- Born: Yuri Shmilevich Ayzenshpis July 15, 1945 Chelyabinsk
- Died: September 20, 2005 (aged 60) Moscow
- Occupation: producer
- Years active: 1965–2005
- Spouse: Yelena Kovrigina

= Yuri Aizenshpis =

Russian music manager and producer

Yuri Shmilevich Ayzenshpis (Ю́рий Шми́льевич Айзеншпи́с; July 15, 1945, in Chelyabinsk, Soviet Union - September 20, 2005, in Moscow, Russia) was a Russian music manager and producer.

== Biography ==
He graduated from the Moscow State University of Economics, Statistics, and Informatics (1968).

On January 7, 1970, Ayzenshpis was arrested. As a result of a search, 15,585 rubles was confiscated, as well as his flat and 7,675 dollars. He was convicted on 88 charges (infringement of rules on currency transactions). He was released from prison in 1988 after serving 18 years.

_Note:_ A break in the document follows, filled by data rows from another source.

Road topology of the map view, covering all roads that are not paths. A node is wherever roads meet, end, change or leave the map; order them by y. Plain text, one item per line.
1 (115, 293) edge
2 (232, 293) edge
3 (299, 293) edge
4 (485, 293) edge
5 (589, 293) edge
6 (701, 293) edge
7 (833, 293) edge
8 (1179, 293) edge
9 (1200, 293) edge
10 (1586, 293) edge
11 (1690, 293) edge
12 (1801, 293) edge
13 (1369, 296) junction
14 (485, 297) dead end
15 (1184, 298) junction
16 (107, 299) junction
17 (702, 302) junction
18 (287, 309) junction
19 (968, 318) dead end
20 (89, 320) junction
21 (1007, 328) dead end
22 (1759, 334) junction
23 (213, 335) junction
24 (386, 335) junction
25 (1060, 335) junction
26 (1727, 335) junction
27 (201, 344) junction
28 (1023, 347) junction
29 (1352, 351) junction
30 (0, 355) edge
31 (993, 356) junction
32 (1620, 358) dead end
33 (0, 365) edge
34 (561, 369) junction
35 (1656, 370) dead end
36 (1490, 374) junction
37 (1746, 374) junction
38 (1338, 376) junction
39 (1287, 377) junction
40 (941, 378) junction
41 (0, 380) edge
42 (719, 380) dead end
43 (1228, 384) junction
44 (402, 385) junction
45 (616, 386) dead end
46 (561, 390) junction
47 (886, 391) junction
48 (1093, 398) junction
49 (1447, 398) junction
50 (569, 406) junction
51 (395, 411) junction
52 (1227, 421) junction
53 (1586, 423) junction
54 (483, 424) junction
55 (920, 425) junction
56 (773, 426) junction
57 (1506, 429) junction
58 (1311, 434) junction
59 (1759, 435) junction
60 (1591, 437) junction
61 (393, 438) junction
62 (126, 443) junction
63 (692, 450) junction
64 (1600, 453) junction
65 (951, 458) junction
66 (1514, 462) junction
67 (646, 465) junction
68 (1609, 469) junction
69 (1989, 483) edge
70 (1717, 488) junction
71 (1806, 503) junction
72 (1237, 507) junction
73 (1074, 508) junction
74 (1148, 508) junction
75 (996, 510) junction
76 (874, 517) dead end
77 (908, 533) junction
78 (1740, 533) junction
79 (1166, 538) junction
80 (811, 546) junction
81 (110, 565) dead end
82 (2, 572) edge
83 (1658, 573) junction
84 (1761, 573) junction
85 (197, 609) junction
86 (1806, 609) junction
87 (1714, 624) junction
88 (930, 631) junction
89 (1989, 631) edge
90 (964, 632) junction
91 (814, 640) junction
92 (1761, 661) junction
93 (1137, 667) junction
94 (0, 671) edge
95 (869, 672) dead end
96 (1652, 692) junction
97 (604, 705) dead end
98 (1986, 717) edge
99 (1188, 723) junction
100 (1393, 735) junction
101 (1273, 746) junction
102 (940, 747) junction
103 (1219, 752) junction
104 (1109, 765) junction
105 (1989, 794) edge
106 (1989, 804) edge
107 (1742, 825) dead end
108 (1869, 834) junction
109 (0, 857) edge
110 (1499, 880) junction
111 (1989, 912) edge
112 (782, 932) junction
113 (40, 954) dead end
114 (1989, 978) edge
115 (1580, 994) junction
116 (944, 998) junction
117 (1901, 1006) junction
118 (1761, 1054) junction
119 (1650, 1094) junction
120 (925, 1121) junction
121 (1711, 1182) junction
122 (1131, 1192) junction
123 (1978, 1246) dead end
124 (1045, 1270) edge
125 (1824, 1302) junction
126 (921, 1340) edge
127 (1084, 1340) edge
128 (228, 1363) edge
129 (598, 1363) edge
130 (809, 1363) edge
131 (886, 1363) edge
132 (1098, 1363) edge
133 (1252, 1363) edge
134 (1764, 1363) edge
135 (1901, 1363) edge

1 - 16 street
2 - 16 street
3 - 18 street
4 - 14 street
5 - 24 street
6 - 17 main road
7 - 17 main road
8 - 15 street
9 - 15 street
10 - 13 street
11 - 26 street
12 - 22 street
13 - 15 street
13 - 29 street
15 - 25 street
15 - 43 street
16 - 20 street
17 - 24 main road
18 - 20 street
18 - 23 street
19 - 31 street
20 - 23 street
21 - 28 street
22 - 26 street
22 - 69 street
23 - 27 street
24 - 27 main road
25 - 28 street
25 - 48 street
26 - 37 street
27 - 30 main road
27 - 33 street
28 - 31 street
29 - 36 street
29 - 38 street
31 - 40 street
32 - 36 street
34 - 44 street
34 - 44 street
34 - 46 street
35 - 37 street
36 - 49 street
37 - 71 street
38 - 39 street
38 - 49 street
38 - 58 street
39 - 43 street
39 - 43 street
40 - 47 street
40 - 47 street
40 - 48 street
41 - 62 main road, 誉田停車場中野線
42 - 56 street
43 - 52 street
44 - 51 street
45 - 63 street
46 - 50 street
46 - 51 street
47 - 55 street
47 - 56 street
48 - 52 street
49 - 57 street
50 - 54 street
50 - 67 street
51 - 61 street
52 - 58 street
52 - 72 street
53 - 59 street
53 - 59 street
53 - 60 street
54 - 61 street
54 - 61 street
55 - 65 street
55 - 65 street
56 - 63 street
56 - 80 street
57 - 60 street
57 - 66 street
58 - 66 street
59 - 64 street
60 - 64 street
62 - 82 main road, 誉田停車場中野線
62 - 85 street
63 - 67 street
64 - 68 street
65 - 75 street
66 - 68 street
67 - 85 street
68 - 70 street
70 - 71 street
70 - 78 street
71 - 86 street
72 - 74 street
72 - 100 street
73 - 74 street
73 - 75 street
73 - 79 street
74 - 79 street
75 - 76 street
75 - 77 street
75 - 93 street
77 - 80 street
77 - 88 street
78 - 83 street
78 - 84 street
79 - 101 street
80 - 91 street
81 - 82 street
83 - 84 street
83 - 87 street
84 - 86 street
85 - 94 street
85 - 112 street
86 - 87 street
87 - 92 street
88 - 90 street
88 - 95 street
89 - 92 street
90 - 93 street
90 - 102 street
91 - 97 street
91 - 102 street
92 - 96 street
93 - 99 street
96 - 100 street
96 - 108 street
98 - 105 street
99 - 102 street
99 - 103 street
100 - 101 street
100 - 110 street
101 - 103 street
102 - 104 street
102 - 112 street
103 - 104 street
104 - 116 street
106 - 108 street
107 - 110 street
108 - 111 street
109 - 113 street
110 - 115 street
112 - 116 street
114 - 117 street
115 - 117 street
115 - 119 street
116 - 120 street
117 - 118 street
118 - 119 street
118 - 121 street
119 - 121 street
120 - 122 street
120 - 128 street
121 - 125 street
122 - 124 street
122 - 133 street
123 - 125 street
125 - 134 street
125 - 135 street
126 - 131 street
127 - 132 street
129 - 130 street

Starting December 1989, shortly before the death of Viktor Tsoi in 1990, he was the director and producer of the group Kino.

Beginning in 1991, he produced for the groups Technology, Moralny codex, and Dynamite, and singers Linda, Vlad Stashevsky, Nikita, and Sasha Gradiva. He was the winner of the Russian national music award Ovation for Best Producer in 1992 and 1995). He was also the first producer for Dima Bilan. From 2001, until his death, he was the company Media Star's CEO.

Ayzenshpis died on September 20, 2005, at about 20:00 from myocardial infarction in the City Clinical Hospital No. 20.